Un Vinitaly mondiale ha chiuso una cinque giorni di contatti e contratti con buyer in aumento del 10% sul 2005; gli esteri hanno rappresentato il 23% sul totale delle presenze, che hanno raggiunto le 144 mila unità (143 mila lo scorso anno). Un risultato che fa raggiungere a Veronafiere, organizzatrice di Vinitaly, l’obiettivo che si era posta nei confronti della rassegna, divenuta fiera della domanda e sistema integrato di promozione del vino sui mercati internazionali; i prossimi appuntamenti saranno a maggio Vinitaly Russia, in ottobre Vinitaly Usa, a novembre Vinitaly Japan e Vinitaly Cina.
Positivo il commento raccolto girando negli 80 mila metri quadrati netti di superficie espositiva, tra i 4.200 espositori provenienti da 30 Paesi. [//]
«Abbiamo assistito ad un’ulteriore crescita, in qualità e in quantità, grazie allo sforzo sostenuto da Veronafiere. Vinitaly è la prima manifestazione di settore al mondo», commente Gianni Zonin.

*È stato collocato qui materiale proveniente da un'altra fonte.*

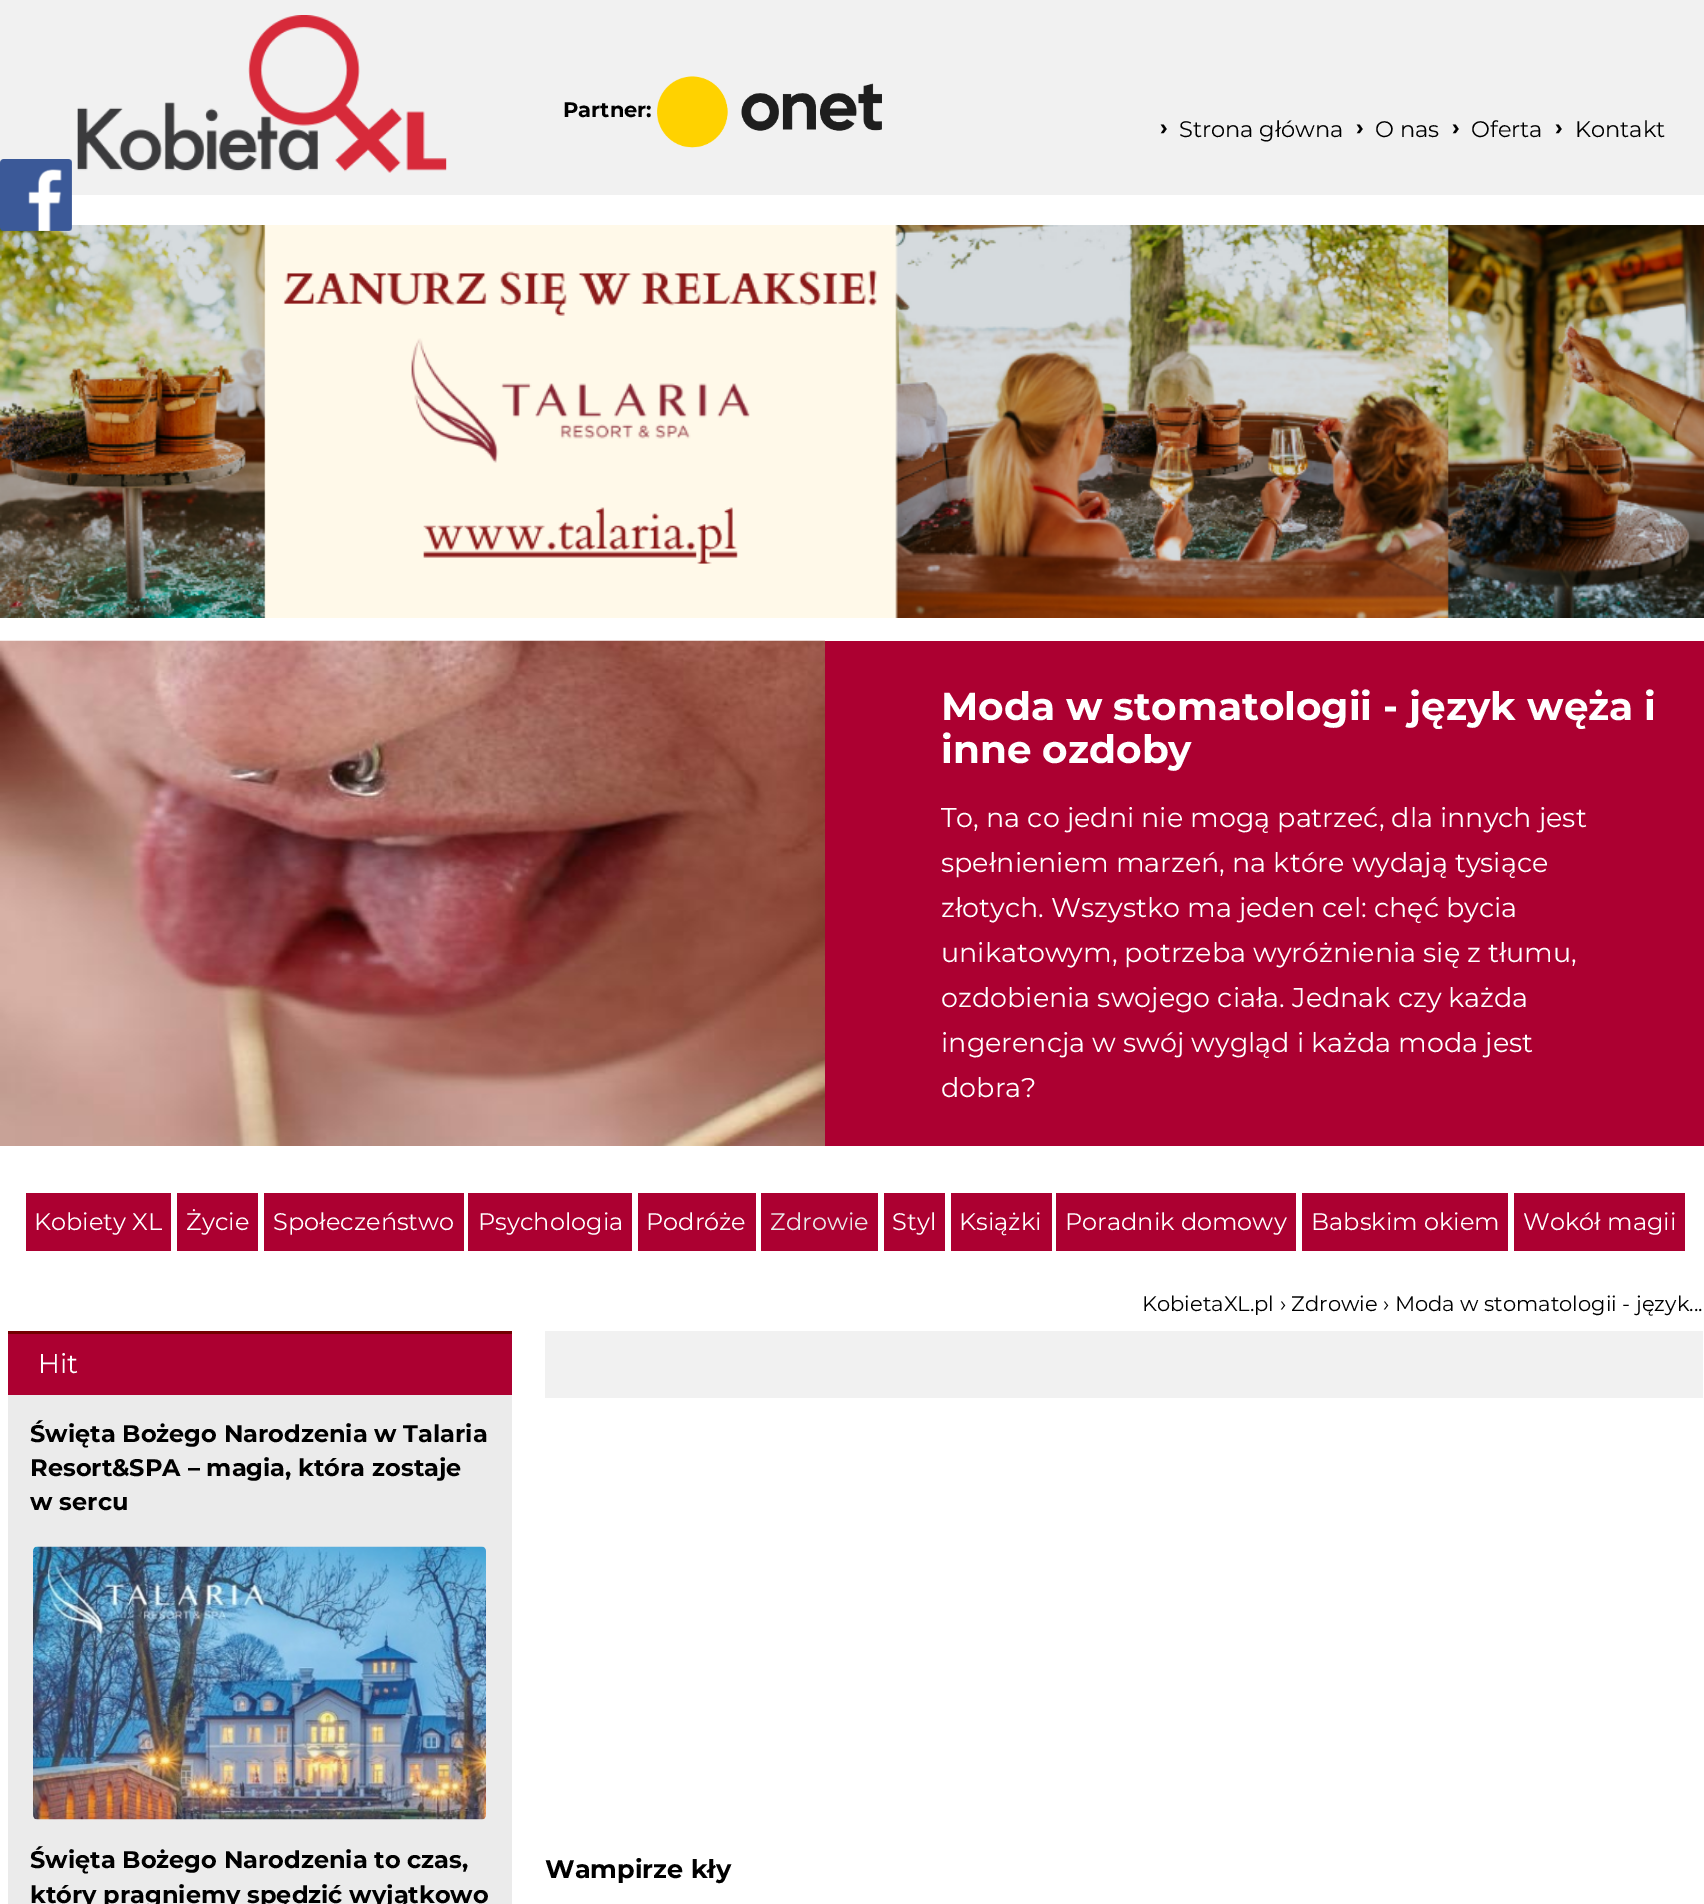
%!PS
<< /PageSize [1704 1904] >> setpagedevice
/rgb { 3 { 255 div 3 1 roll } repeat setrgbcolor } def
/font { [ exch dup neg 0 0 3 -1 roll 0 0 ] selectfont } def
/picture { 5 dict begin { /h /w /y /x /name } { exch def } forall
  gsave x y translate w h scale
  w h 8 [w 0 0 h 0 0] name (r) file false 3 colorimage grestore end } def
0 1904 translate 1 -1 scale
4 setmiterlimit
255 255 255 rgb
0 0 1704 1904 rectfill
241 241 241 rgb
0 0 1704 195 rectfill
(img/1.rgb) 77 15 370 158 picture
(img/2.rgb) 657 76 225 72 picture
(img/3.rgb) 0 225 1704 393 picture
172 0 49 rgb
825 641 879 505 rectfill
(img/4.rgb) 0 640 825 506 picture
[
  [26 1193 145 58 172 0 49]
  [177 1193 81 58 172 0 49]
  [264 1193 200 58 172 0 49]
  [468 1193 164 58 172 0 49]
  [638 1193 118 58 172 0 49]
  [761 1193 117 58 172 0 49]
  [884 1193 61 58 172 0 49]
  [951 1193 101 58 172 0 49]
  [1056 1193 240 58 172 0 49]
  [1302 1193 206 58 172 0 49]
  [1514 1193 171 58 172 0 49]
  [8 1334 504 61 172 0 49]
  [8 1331 504 3 114 0 0]
  [8 1395 504 509 235 235 235]
] { aload pop rgb rectfill } forall
(img/5.rgb) 33 1546 453 274 picture
241 241 241 rgb
545 1331 1158 67 rectfill
(img/6.rgb) 0 159 72 72 picture
/Montserrat-Bold 21 font
0 0 0 rgb
563 117 moveto (Partner:) show
/Montserrat-Bold 22.5 font
1160 135 moveto (›) show
/Montserrat-Regular 22.5 font
1179 137 moveto (Strona główna) show
/Montserrat-Bold 22.5 font
1356 135 moveto (›) show
/Montserrat-Regular 22.5 font
1375 137 moveto (O nas) show
/Montserrat-Bold 22.5 font
1452 135 moveto (›) show
/Montserrat-Regular 22.5 font
1471 137 moveto (Oferta) show
/Montserrat-Bold 22.5 font
1555 135 moveto (›) show
/Montserrat-Regular 22.5 font
1575 137 moveto (Kontakt) show
/Montserrat-Bold 39 font
255 255 255 rgb
941 720 moveto (Moda w stomatologii - język węża i) show
941 763 moveto (inne ozdoby) show
/Montserrat-Regular 27 font
[
  [(To, na co jedni nie mogą patrzeć, dla innych jest) 941 827]
  [(spełnieniem marzeń, na które wydają tysiące) 941 872]
  [(złotych. Wszystko ma jeden cel: chęć bycia) 941 917]
  [(unikatowym, potrzeba wyróżnienia się z tłumu,) 941 962]
  [(ozdobienia swojego ciała. Jednak czy każda) 941 1007]
  [(ingerencja w swój wygląd i każda moda jest) 941 1052]
  [(dobra?) 941 1097]
] { aload pop moveto show } forall
/Montserrat-Regular 24 font
[
  [(Kobiety XL) 34 1230]
  [(Życie) 186 1230]
  [(Społeczeństwo) 273 1230]
  [(Psychologia) 478 1230]
  [(Podróże) 646 1230]
] { aload pop moveto show } forall
234 234 234 rgb
770 1230 moveto (Zdrowie) show
255 255 255 rgb
[
  [(Styl) 892 1230]
  [(Książki) 959 1230]
  [(Poradnik domowy) 1065 1230]
  [(Babskim okiem) 1311 1230]
  [(Wokół magii) 1523 1230]
] { aload pop moveto show } forall
/Montserrat-Regular 21 font
0 0 0 rgb
1142 1311 moveto (KobietaXL.pl › Zdrowie › Moda w stomatologii - język...) show
/Montserrat-Regular 27 font
255 255 255 rgb
38 1373 moveto (Hit) show
/Montserrat-Bold 24 font
0 0 0 rgb
[
  [(Święta Bożego Narodzenia w Talaria) 30 1442]
  [(Resort&SPA – magia, która zostaje) 30 1476]
  [(w sercu) 30 1510]
  [(Święta Bożego Narodzenia to czas,) 30 1868]
  [(który pragniemy spędzić wyjątkowo) 30 1903]
] { aload pop moveto show } forall
/Montserrat-Bold 25.5 font
545 1878 moveto (Wampirze kły) show
showpage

Rincara negli apprezzamenti sulla rassegna Renzo Cotarella, direttore della Marchesi Antinori: «C’è una rinnovata fiducia nel mondo del vino e ora si guarda al futuro con positività. È stato un buon Vinitaly: bene con buyer, ristoratori qualificati e eno-appassionati».
«Questo è stato il miglior Vinitaly degli ultimi 30 anni, con ottimi contatti e un’organizzazione molto buona» sono le parole di Angelo Gaja, produttore di vino di Barbaresco, nonché esperto riconsciuto a livello internazionale di enologia.
Confermata la bontà di questa edizione anche da Lamberto Vallarino Gancia che afferma: «quest’anno molti più operatori, soprattutto dell’export, e meno consumatori finali e ciò ha permesso di avere contatti di maggiore qualità. Oltre ai clienti italiani abbiamo registrato la presenza di operatori provenienti da tutti i Paesi, in particolare Usa, Paesi Baltici, Giappone, Francia, Svizzera, Indonesia, confermando quindi la sensazione di ripresa. Solo nel Regno Unito si sente la competizione dei Paesi del Nuovo Mondo e per superarli dobbiamo lavorare su qualità, territorio e indicazione geografica, che sono un patrimonio che dobbiamo far capire, ma sempre con un occhio di attenzione al prezzo».
Michele Bernetti della Umani Ronchi osserva che «Vinitaly è la fiera di riferimento in Italia, non solo dal punto di vista quantitativo dei contatti, ma anche sotto il profilo qualitativo. La mostra si sta oltretutto professionalizzando sempre più e abbiamo avuto un incremento del 10-15% di contatti, soprattutto con gli operatori stranieri. Vinitaly è ormai diventato per noi il nostro ufficio nel mondo: abbiamo potuto incontrare tutti i nostri importatori stranieri, anche i più lontani come quelli dall’Australia, dall’Indonesia o dall’Islanda; ma allo stesso tempo abbiamo registrato una forte presenza anche di enoteche e ristoranti d’Italia, di ogni regione. Ma oltre alla parte professionale, Vinitaly è anche il momento per incontrare il grande pubblico del vino; un aspetto che rende il momento fieristico più dinamico e vivace rispetto ad altri importanti appuntamenti internazionali riservati esclusivamente agli operatori del settore».
«Lasciati alle spalle gli eccessi di ottimismo e di successivo pessimismo che hanno caratterizzato il mondo del vino negli ultimi anni – spiega Emilio Pedron, amministratore delegato del Gruppo Italiano Vini (Giv) – siamo tornati ad entusiasmo positivo. E così non si parla più soltanto di prezzi ma c’è spazio anche per servizio e qualità. Il gruppo punta molto sui “vecchi” mercati esteri (soprattutto Stati Uniti, Canada e Inghilterra) ritenendo che quelli emergenti, dalla Cina all’India, siano Paesi in cui bisogna costruire, facendo prima conoscere il prodotto italiano».
Dal fronte veronese, Sandro Boscaini della Masi conferma «la partecipazione di buyer esteri in numero maggiore sugli anni passati, pure da Paesi quali Caraibi, America Centrale e Latina e dall’Asia “minore” (Corea e Vietnam), che sono comunque mercati importanti; grande presenza pure di giapponesi, indiani e di operatori del Nord America, con l’Italia che sta dando segnali positivi. Quest’anno, comunque si è assistito ad un Vinitaly del realismo, dove chi propone buona qualità al giusto prezzo, unita a prodotti legati al territorio, ha in mano la carta giusta per competere serenamente anche con il Nuovo Mondo».